C# - remove blocks of bytes in large binary files


i want a fast way in c# to remove a blocks of bytes in different places from binary file of size between 500MB to 1GB , the start and the length of bytes needed to be removed are in saved array

int[] rdiDataOffset= {511,15423,21047};
int[] rdiDataSize={102400,7168,512};

EDIT: this is a piece of my code and it will not work correctly unless i put buffer size to 1:

while(true){
    if (rdiDataOffset.Contains((int)fsr.Position))
    {
        int idxval = Array.IndexOf(rdiDataOffset, (int)fsr.Position, 0, rdiDataOffset.Length);
        int oldRFSRPosition = (int)fsr.Position;
        size = rdiDataSize[idxval];
        fsr.Seek(size, SeekOrigin.Current);

    }
    int bufferSize = size == 0 ? 2048 : size;
    if ((size>0) && (bufferSize > (size))) bufferSize = (size);
    if (bufferSize > (fsr.Length - fsr.Position)) bufferSize = (int)(fsr.Length - fsr.Position);
    byte[] buffer = new byte[bufferSize];
    int nofbytes = fsr.Read(buffer, 0, buffer.Length);
    fsr.Flush();
    if (nofbytes < 1)
    {
     break;
    }
   }

Solution

  • A simple algorithm for doing this using a temp file (it could be done in-place as well but you have a riskier situation in case things go wrong).
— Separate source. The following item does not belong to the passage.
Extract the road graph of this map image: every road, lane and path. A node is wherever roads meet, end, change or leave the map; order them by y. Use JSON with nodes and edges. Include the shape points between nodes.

    1. Create a new file and call SetLength to set the stream size (if this is too slow you can Interop to SetFileValidData). This ensures that you have room for your temp file while you are doing the copy.
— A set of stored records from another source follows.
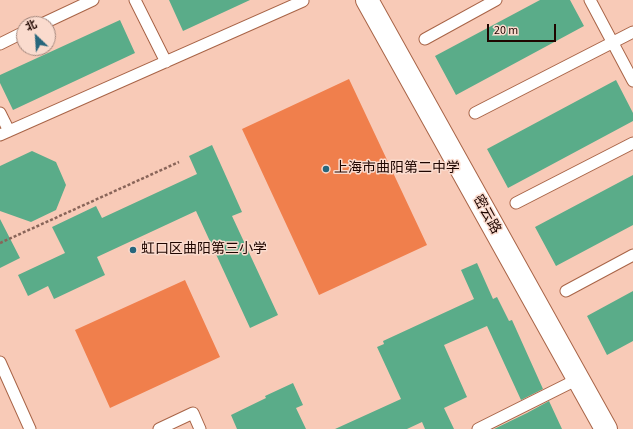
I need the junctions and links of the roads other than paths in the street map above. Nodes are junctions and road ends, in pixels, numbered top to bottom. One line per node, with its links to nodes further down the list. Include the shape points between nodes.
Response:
1 (93, 0): 7 (lane)
2 (135, 0): 13 (lane)
3 (367, 0): 23 (street, 密云路)
4 (496, 0): 10 (lane)
5 (590, 0): 11 (lane)
6 (304, 1): 13 (lane)
7 (56, 17)
8 (633, 32): 11 (lane)
9 (16, 36): 12 (lane)
10 (425, 39)
11 (613, 43): 14 (lane); 16 (lane)
12 (0, 44)
13 (166, 62): 17 (lane)
14 (633, 81)
15 (0, 113): 17 (lane)
16 (475, 113)
17 (4, 133)
18 (633, 143): 19 (lane)
19 (516, 202)
20 (633, 255): 21 (lane)
21 (566, 290)
22 (0, 362): 24 (lane)
23 (578, 379): 27 (lane); 28 (street, 密云路)
24 (30, 429)
25 (159, 429): 26 (lane, via 193,413)
26 (200, 429)
27 (478, 429)
28 (606, 429)

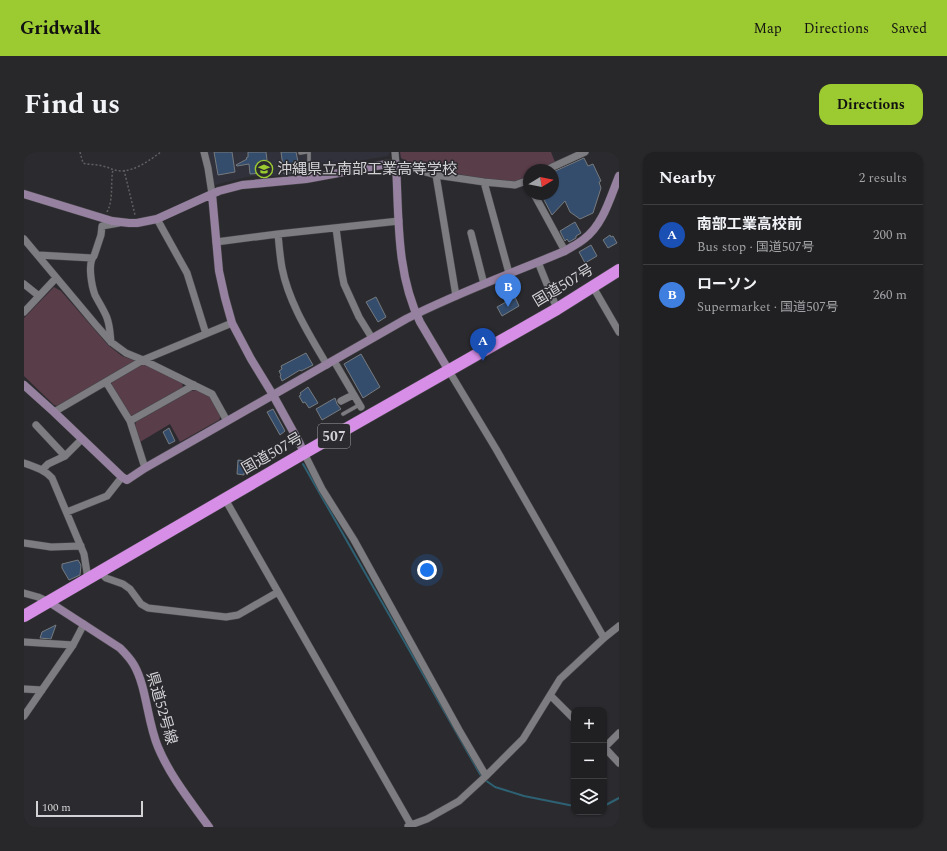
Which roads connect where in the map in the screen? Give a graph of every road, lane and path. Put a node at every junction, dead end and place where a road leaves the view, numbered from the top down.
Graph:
1 (80, 152) edge
2 (161, 152) edge
3 (204, 152) edge
4 (308, 152) edge
5 (395, 152) edge
6 (585, 152) edge
7 (300, 153) dead end
8 (396, 164) junction
9 (559, 164) edge
10 (113, 169) junction
11 (124, 170) junction
12 (436, 175) junction
13 (619, 176) edge
14 (311, 178) junction
15 (484, 182) junction
16 (523, 183) edge
17 (24, 194) edge
18 (212, 194) junction
19 (537, 200) edge
20 (103, 218) junction
21 (157, 219) junction
22 (398, 221) junction
23 (121, 223) junction
24 (137, 223) junction
25 (336, 228) junction
26 (471, 233) dead end
27 (278, 234) junction
28 (24, 239) edge
29 (216, 242) junction
30 (565, 251) junction
31 (38, 255) junction
32 (92, 258) junction
33 (538, 262) junction
34 (619, 270) edge
35 (509, 273) junction
36 (56, 278) junction
37 (24, 284) edge
38 (484, 284) junction
39 (593, 287) junction
40 (39, 296) junction
41 (456, 296) junction
42 (557, 308) junction
43 (24, 312) edge
44 (416, 314) junction
45 (232, 323) junction
46 (619, 332) edge
47 (206, 334) junction
48 (372, 338) junction
49 (111, 342) junction
50 (144, 360) junction
51 (330, 363) junction
52 (449, 371) junction
53 (106, 382) junction
54 (194, 385) junction
55 (24, 386) edge
56 (273, 395) junction
57 (353, 395) junction
58 (341, 401) dead end
59 (360, 406) joint
60 (54, 412) junction
61 (343, 414) dead end
62 (130, 421) junction
63 (227, 421) junction
64 (36, 425) dead end
65 (82, 439) junction
66 (304, 453) junction
67 (65, 456) junction
68 (24, 463) edge
69 (145, 468) junction
70 (42, 470) junction
71 (122, 477) junction
72 (225, 499) junction
73 (67, 512) junction
74 (24, 543) edge
75 (81, 546) junction
76 (100, 572) junction
77 (88, 579) junction
78 (278, 592) junction
79 (24, 593) edge
80 (49, 602) junction
81 (24, 616) edge
82 (84, 624) junction
83 (619, 626) edge
84 (604, 638) junction
85 (24, 642) edge
86 (73, 645) junction
87 (24, 689) edge
88 (42, 690) junction
89 (551, 696) junction
90 (571, 715) edge
91 (24, 716) edge
92 (619, 733) edge
93 (619, 763) edge
94 (486, 776) junction
95 (409, 826) edge
96 (209, 827) edge

1 - 10 path
2 - 11 path
3 - 18 street
4 - 7 lane
4 - 14 lane
5 - 8 street
6 - 9 street
8 - 12 street
8 - 14 street
8 - 22 street
10 - 11 path
10 - 20 path
11 - 24 path
12 - 15 street
12 - 41 street
13 - 30 street
14 - 18 street
15 - 16 street
15 - 35 street
17 - 20 street
18 - 21 street
18 - 29 street
19 - 30 street
20 - 23 street
21 - 24 street
21 - 47 street
22 - 25 street
22 - 44 street
23 - 24 street
23 - 32 street
25 - 27 street
25 - 48 street
26 - 38 street
27 - 29 street
27 - 51 street
28 - 31 street
29 - 45 street
30 - 33 street
31 - 32 street
31 - 36 street
32 - 49 street
33 - 35 street
33 - 42 street
34 - 39 highway, 国道507号 / 507
35 - 38 street
36 - 40 street
36 - 49 street
37 - 40 street
38 - 41 street
39 - 42 highway, 国道507号 / 507
39 - 46 street
40 - 43 street
41 - 44 street
42 - 52 highway, 国道507号 / 507
44 - 48 street
44 - 52 street
45 - 47 street
45 - 56 street
47 - 50 street
48 - 51 street
49 - 50 street
50 - 53 street
50 - 54 street
51 - 56 street
51 - 57 street
52 - 66 highway, 国道507号 / 507
52 - 84 street
53 - 60 street
53 - 62 street
54 - 62 street
54 - 63 street
55 - 60 street
56 - 63 street
56 - 66 street
57 - 58 street
57 - 59 street
59 - 61 lane
60 - 65 street
62 - 69 street
63 - 69 street
64 - 67 street
65 - 67 street
65 - 71 street
66 - 72 highway, 国道507号 / 507
66 - 94 street
67 - 70 street
68 - 70 street
69 - 71 street
70 - 73 street
71 - 73 street
72 - 76 highway, 国道507号 / 507
72 - 78 street
73 - 75 street
74 - 75 street
75 - 77 street
76 - 77 highway, 国道507号 / 507
76 - 78 street
77 - 80 highway, 国道507号 / 507
78 - 95 street
79 - 80 street
80 - 81 highway, 国道507号 / 507
80 - 82 street, 県道52号線
82 - 86 street
82 - 96 street, 県道52号線
83 - 84 street
84 - 89 street
85 - 86 street
86 - 88 street
87 - 88 street
88 - 91 street
89 - 90 street
89 - 94 street
92 - 93 street
94 - 95 street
    2. Sort your removal list in ascending order.

    3. Read from the current location (starting at 0) to the first removal point. The source file should be opened without granting Write share permissions (you don't want someone mucking with it while you are editing it).
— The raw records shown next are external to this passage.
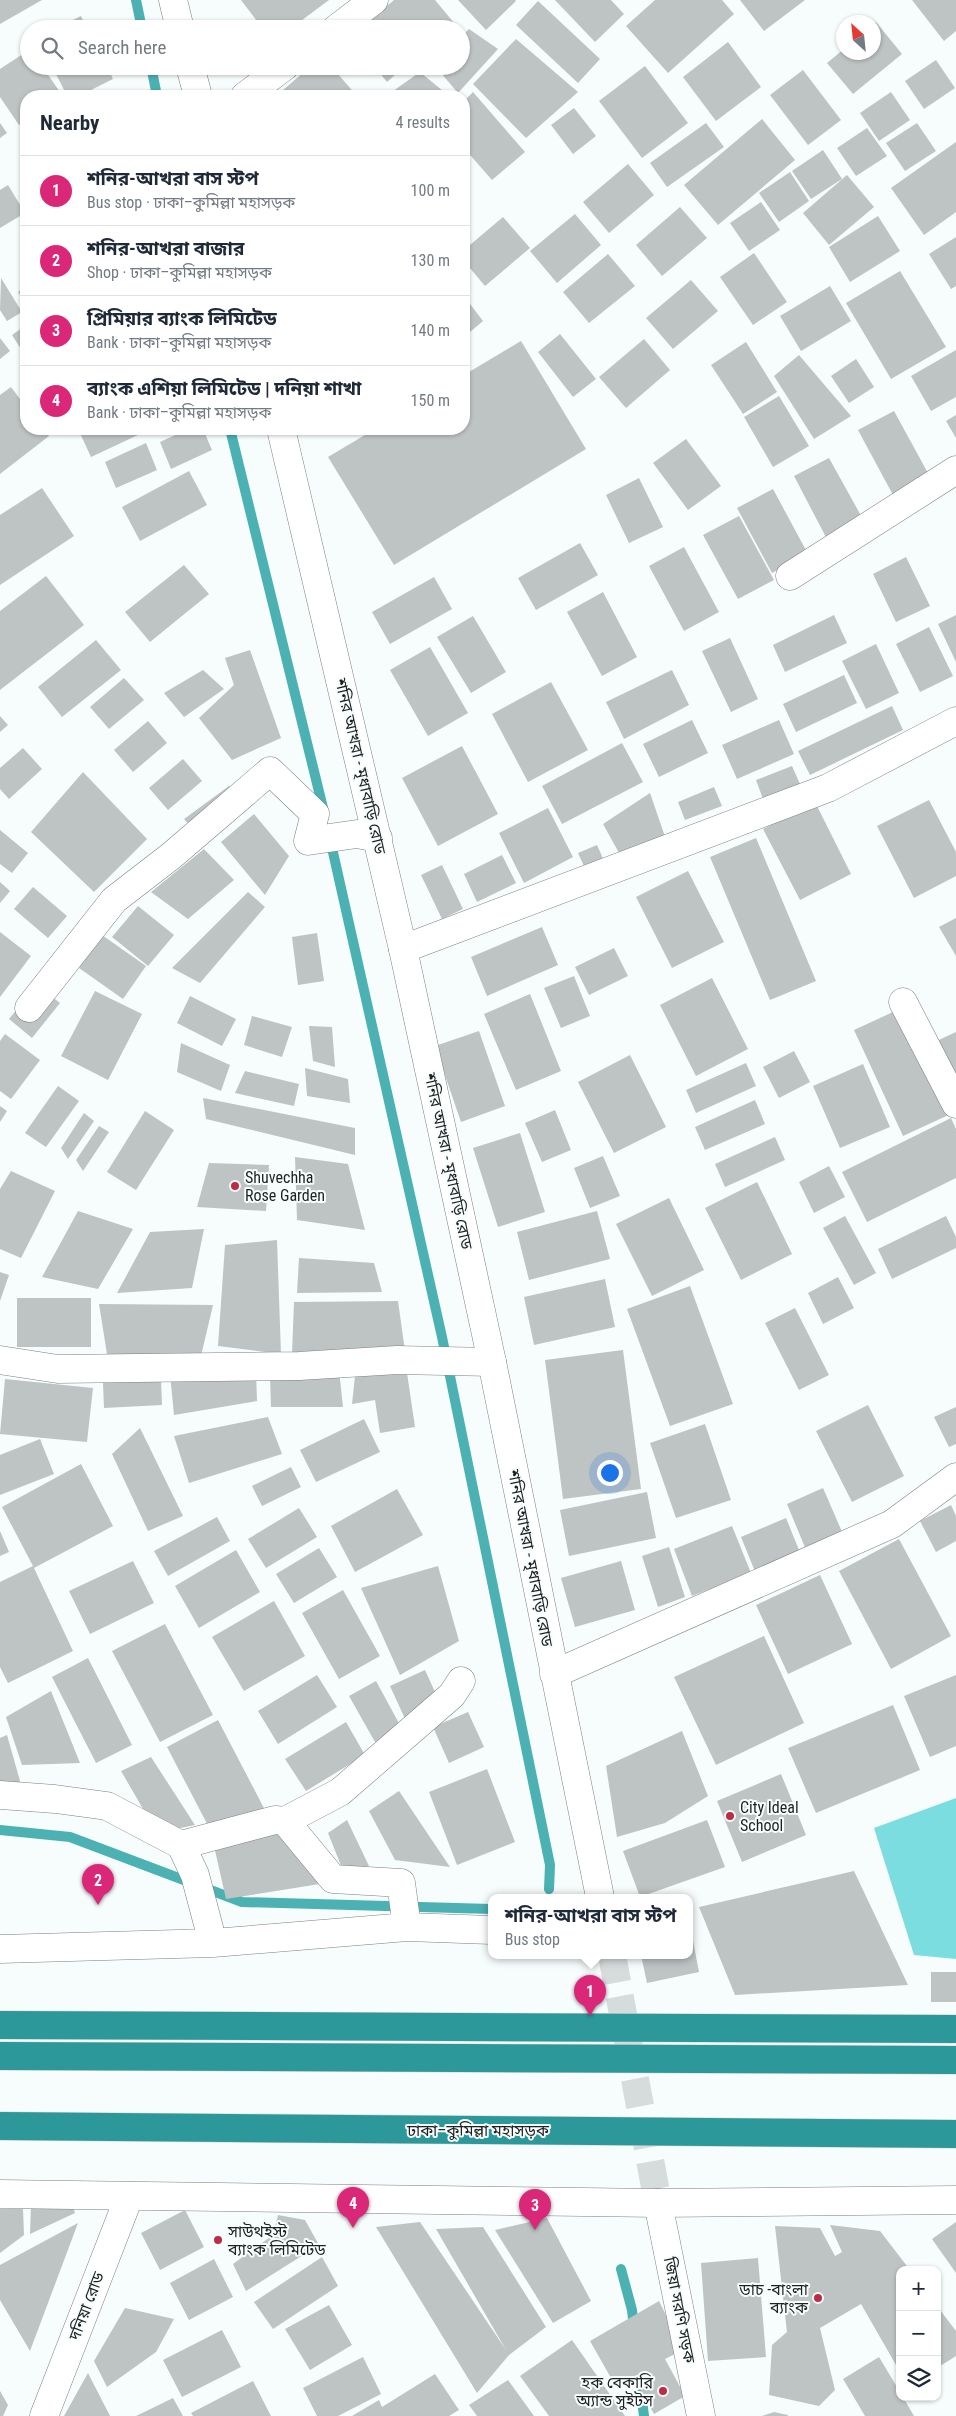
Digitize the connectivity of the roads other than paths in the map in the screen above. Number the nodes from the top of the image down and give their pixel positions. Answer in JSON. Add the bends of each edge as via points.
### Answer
{"nodes":[{"id":1,"x":173,"y":0,"type":"edge"},
{"id":2,"x":374,"y":0,"type":"edge"},
{"id":3,"x":178,"y":20,"type":"edge"},
{"id":4,"x":348,"y":20,"type":"edge"},
{"id":5,"x":192,"y":75,"type":"edge"},
{"id":6,"x":273,"y":75,"type":"edge"},
{"id":7,"x":196,"y":90,"type":"edge"},
{"id":8,"x":253,"y":90,"type":"edge"},
{"id":9,"x":282,"y":435,"type":"edge"},
{"id":10,"x":956,"y":470,"type":"edge"},
{"id":11,"x":790,"y":576,"type":"dead end"},
{"id":12,"x":956,"y":721,"type":"edge"},
{"id":13,"x":368,"y":836,"type":"junction"},
{"id":14,"x":404,"y":949,"type":"junction"},
{"id":15,"x":903,"y":1002,"type":"dead end"},
{"id":16,"x":29,"y":1008,"type":"dead end"},
{"id":17,"x":956,"y":1104,"type":"edge"},
{"id":18,"x":0,"y":1360,"type":"edge"},
{"id":19,"x":492,"y":1362,"type":"junction"},
{"id":20,"x":956,"y":1477,"type":"edge"},
{"id":21,"x":554,"y":1674,"type":"junction"},
{"id":22,"x":461,"y":1681,"type":"dead end"},
{"id":23,"x":0,"y":1795,"type":"edge"},
{"id":24,"x":286,"y":1821,"type":"junction"},
{"id":25,"x":181,"y":1845,"type":"junction"},
{"id":26,"x":599,"y":1894,"type":"edge"},
{"id":27,"x":407,"y":1927,"type":"junction"},
{"id":28,"x":488,"y":1930,"type":"edge"},
{"id":29,"x":213,"y":1944,"type":"junction"},
{"id":30,"x":0,"y":1949,"type":"edge"},
{"id":31,"x":0,"y":2025,"type":"edge"},
{"id":32,"x":956,"y":2029,"type":"edge"},
{"id":33,"x":0,"y":2056,"type":"edge"},
{"id":34,"x":956,"y":2060,"type":"edge"},
{"id":35,"x":0,"y":2126,"type":"edge"},
{"id":36,"x":956,"y":2134,"type":"edge"},
{"id":37,"x":0,"y":2194,"type":"edge"},
{"id":38,"x":129,"y":2197,"type":"junction"},
{"id":39,"x":956,"y":2200,"type":"edge"},
{"id":40,"x":658,"y":2203,"type":"junction"},
{"id":41,"x":44,"y":2416,"type":"edge"},
{"id":42,"x":701,"y":2416,"type":"edge"}],
"edges":[{"from":1,"to":3,"type":"street"},
{"from":2,"to":4,"type":"street"},
{"from":5,"to":7,"type":"street"},
{"from":6,"to":8,"type":"street"},
{"from":9,"to":13,"type":"street","name":"শনির আখরা - মৃধাবাড়ি রোড"},
{"from":10,"to":11,"type":"street"},
{"from":12,"to":14,"type":"street","via":[[828,788]]},
{"from":13,"to":14,"type":"street","name":"শনির আখরা - মৃধাবাড়ি রোড"},
{"from":13,"to":16,"type":"street","via":[[308,841],[315,814],[270,771],[114,900]]},
{"from":14,"to":19,"type":"street","name":"শনির আখরা - মৃধাবাড়ি রোড"},
{"from":15,"to":17,"type":"street"},
{"from":18,"to":19,"type":"street","via":[[58,1369],[299,1366],[397,1360]]},
{"from":19,"to":21,"type":"street","name":"শনির আখরা - মৃধাবাড়ি রোড"},
{"from":20,"to":21,"type":"street","via":[[892,1524]]},
{"from":21,"to":26,"type":"street","name":"শনির আখরা - মৃধাবাড়ি রোড"},
{"from":22,"to":24,"type":"street","via":[[452,1695],[340,1792]]},
{"from":23,"to":25,"type":"street","via":[[107,1806]]},
{"from":24,"to":25,"type":"street","via":[[275,1820]]},
{"from":24,"to":27,"type":"street","via":[[332,1879],[401,1883]]},
{"from":25,"to":29,"type":"street","via":[[195,1875]]},
{"from":27,"to":28,"type":"street"},
{"from":27,"to":29,"type":"street"},
{"from":29,"to":30,"type":"street"},
{"from":31,"to":32,"type":"highway"},
{"from":33,"to":34,"type":"highway"},
{"from":35,"to":36,"type":"highway","name":"ঢাকা–কুমিল্লা মহাসড়ক"},
{"from":37,"to":38,"type":"street"},
{"from":38,"to":40,"type":"street"},
{"from":38,"to":41,"type":"street","name":"দনিয়া রোড"},
{"from":39,"to":40,"type":"street"},
{"from":40,"to":42,"type":"street","name":"জিয়া সরণি সড়ক"}]}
    4. Write that content to the new file (you will likely need to do this in chunks).

    5. Skip over the data not being copied

    6. Repeat from #3 until done

    7. You now have two files - the old one and the new one ... replace as necessary. If this is really critical data you might want to look a transactional approach (either one you implement or using something like NTFS transactions).

    8. Consider a new design. If this is something you need to do frequently then it might make more sense to have an index in the file (or near the file) which contains a list of inactive blocks - then when necessary you can compress the file by actually removing blocks ... or maybe this IS that process.